### What this task involves
Throughout the listing that follows, find each line with the word "main" and copy it.
------
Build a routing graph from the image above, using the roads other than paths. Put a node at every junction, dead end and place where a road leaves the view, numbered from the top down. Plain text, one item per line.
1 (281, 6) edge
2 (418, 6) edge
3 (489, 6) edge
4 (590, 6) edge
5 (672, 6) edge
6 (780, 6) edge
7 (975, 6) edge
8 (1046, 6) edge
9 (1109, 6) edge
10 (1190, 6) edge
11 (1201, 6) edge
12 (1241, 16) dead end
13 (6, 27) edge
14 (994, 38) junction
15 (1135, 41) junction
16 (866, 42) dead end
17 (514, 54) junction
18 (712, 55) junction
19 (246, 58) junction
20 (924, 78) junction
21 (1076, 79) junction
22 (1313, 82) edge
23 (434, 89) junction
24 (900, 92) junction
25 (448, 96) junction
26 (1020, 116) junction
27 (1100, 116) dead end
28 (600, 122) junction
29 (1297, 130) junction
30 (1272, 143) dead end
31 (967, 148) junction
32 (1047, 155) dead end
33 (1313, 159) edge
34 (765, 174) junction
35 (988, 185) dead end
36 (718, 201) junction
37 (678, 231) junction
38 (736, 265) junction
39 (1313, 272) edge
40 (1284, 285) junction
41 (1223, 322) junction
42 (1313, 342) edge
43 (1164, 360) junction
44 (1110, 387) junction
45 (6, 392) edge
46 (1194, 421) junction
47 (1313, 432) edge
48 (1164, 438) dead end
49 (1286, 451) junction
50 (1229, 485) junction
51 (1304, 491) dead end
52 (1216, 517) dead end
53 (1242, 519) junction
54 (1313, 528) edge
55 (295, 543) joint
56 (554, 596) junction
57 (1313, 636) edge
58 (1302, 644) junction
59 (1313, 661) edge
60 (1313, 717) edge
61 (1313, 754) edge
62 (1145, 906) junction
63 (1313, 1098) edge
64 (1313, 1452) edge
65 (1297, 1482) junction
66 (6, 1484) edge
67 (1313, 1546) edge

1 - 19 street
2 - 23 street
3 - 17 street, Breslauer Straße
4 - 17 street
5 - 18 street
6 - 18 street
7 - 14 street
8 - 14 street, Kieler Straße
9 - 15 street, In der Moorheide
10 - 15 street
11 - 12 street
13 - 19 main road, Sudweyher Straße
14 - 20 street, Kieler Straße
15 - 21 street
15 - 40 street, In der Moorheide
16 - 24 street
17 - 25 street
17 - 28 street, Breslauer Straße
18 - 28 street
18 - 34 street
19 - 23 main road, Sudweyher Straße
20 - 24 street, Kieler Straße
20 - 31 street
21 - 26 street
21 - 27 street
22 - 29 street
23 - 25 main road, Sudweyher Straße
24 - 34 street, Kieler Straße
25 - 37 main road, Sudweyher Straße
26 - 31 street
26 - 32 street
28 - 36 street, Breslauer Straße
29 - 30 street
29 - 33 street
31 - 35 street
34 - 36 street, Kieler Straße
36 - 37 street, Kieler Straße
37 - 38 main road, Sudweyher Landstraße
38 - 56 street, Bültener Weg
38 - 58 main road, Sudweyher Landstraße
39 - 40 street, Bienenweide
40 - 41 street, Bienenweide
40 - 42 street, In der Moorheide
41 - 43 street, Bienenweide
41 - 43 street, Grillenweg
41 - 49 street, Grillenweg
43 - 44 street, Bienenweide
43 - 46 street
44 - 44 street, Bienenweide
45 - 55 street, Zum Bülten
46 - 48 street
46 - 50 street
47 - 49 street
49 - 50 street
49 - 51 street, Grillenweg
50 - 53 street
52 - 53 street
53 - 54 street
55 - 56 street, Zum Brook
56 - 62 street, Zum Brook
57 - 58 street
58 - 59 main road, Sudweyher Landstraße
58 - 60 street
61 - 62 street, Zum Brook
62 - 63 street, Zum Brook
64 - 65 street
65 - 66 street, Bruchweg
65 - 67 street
------
### Exercise result
13 - 19 main road, Sudweyher Straße
19 - 23 main road, Sudweyher Straße
23 - 25 main road, Sudweyher Straße
25 - 37 main road, Sudweyher Straße
37 - 38 main road, Sudweyher Landstraße
38 - 58 main road, Sudweyher Landstraße
58 - 59 main road, Sudweyher Landstraße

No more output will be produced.